Pastry Chef Gina DePalma Goes On Kanye-Styled Twitter Speech About 'Passion'

Gina DePalma is a New York City pastry legend, having worked at Chanterelle (early '90s) before cooking under Claudia Fleming at Gramery Tavern and eventually serving as opening Pastry Chef at Babbo (1998). After six prior nominations, she was named Outstanding Pastry Chef by the James Beard Foundation in 2009. In 2013, she left Batali and crew and now splits time between Italy and Washington Heights, where she cooks everyday in her apartment kitchen. "There's a saying in the business: a good cook never blames her equipment," she writes on her website."That's true, but I still hope for a bigger kitchen someday." And we have no doubt that she will be cooking in a larger kitchen sometime in the near future.
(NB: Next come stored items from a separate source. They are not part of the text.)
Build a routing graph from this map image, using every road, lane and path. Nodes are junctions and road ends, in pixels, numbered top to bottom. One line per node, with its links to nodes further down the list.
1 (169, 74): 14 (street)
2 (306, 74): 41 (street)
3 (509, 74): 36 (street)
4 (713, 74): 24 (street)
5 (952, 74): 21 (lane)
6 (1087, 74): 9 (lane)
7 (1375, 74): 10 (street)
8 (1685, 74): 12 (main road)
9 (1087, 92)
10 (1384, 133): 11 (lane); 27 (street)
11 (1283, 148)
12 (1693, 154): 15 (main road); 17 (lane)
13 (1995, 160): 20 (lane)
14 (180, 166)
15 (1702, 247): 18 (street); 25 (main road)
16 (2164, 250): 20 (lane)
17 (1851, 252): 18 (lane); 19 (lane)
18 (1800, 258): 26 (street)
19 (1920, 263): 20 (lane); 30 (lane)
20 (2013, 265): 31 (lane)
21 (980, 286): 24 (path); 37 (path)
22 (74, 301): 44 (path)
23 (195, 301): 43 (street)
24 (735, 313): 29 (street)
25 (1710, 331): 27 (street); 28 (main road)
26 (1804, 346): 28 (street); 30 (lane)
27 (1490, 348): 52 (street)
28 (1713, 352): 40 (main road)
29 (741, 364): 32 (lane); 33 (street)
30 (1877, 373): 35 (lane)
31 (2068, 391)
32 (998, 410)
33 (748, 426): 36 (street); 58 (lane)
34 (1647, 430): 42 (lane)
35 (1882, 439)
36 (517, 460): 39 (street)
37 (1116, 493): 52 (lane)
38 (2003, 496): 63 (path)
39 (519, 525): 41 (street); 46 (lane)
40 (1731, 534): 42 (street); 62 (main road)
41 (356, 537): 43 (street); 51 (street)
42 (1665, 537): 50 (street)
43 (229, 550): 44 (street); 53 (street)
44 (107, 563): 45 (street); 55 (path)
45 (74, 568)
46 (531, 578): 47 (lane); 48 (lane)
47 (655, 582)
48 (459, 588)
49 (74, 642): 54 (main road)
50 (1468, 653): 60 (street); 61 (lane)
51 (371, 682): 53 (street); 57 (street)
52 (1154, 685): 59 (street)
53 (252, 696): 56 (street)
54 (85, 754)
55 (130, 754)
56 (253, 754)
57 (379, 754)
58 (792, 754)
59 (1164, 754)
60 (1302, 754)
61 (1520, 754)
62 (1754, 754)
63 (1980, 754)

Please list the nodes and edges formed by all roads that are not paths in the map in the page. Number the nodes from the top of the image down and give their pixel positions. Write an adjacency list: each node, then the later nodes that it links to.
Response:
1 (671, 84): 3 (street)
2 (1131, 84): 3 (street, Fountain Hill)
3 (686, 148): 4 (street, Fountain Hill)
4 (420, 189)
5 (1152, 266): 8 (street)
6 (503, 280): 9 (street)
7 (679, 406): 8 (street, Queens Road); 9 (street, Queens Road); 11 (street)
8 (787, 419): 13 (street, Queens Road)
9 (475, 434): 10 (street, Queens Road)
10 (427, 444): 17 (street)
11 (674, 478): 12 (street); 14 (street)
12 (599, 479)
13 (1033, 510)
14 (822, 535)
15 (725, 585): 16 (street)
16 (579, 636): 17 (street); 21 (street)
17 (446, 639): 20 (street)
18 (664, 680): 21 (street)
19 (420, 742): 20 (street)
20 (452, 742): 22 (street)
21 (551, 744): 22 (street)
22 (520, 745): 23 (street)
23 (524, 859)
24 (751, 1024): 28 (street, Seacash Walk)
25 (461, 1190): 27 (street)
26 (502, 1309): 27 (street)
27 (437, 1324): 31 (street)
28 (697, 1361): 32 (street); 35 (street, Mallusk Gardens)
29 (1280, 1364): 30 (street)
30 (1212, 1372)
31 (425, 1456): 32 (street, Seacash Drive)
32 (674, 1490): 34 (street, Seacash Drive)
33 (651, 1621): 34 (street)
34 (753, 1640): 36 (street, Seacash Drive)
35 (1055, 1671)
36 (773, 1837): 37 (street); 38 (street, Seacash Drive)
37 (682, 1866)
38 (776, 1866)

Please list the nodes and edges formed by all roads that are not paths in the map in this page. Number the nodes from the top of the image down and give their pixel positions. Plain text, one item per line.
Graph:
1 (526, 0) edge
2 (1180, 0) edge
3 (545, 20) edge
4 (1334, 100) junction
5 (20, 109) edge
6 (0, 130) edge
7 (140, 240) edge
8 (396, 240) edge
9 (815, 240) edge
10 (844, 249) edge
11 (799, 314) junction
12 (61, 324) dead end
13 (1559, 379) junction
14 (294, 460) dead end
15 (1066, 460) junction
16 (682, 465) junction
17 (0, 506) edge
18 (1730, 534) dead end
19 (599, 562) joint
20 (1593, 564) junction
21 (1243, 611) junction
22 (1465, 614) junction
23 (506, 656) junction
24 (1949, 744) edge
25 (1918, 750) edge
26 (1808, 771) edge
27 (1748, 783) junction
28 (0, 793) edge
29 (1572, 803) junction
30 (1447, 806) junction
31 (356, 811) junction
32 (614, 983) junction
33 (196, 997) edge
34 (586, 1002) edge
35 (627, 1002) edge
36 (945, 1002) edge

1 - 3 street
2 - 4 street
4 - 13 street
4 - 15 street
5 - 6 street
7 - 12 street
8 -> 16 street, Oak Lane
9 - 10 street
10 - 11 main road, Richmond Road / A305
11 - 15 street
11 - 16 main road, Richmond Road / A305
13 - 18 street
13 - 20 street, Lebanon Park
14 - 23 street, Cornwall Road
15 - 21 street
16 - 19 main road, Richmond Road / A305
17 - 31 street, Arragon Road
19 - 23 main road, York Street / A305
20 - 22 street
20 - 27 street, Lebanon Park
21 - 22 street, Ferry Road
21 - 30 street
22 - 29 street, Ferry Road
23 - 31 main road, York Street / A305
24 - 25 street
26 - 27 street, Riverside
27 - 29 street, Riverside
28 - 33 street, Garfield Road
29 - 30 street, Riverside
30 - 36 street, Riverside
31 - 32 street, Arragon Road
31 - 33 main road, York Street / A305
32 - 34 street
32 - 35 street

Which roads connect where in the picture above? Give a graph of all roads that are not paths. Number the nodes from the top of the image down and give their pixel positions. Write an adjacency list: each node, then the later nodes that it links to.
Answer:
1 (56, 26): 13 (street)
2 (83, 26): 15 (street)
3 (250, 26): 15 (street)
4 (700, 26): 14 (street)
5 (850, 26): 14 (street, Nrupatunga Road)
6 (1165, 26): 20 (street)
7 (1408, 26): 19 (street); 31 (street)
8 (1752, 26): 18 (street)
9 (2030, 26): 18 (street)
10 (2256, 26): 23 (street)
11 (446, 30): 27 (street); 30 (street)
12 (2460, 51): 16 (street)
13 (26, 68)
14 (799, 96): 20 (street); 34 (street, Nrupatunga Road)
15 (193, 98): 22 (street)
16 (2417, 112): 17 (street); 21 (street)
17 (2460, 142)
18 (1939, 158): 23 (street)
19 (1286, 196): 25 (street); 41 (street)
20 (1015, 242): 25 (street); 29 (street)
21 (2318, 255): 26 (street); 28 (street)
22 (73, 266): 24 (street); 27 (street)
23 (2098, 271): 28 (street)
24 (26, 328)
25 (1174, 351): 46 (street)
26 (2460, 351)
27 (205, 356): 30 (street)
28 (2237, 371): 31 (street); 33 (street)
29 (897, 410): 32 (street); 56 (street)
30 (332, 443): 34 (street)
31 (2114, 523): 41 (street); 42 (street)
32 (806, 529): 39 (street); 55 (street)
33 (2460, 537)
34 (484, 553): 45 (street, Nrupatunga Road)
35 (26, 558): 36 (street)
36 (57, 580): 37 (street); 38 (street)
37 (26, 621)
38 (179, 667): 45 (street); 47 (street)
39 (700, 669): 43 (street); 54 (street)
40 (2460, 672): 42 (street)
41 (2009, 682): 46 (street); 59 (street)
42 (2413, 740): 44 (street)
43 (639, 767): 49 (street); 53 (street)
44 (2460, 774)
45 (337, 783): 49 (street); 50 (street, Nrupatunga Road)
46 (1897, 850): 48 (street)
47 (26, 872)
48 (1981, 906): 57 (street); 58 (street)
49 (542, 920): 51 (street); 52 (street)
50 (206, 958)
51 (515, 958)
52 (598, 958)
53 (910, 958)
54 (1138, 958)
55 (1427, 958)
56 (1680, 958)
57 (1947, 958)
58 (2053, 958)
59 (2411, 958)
When I awoke Saturday morning, I did not expect to be greeted by a Gina DePalma Twitter speech about the concept of "passion" in the current culinary landscape (and let it be clear from the top, this was no Twitter "rant"). The culinary world oftentimes gets hung up on buzzwords, and not just "pickled ramps." You might remember a time recently where everybody was talking about "cooking with soul" — which personally never really meant much. Similarly, "passion" has been thrown around a lot of late.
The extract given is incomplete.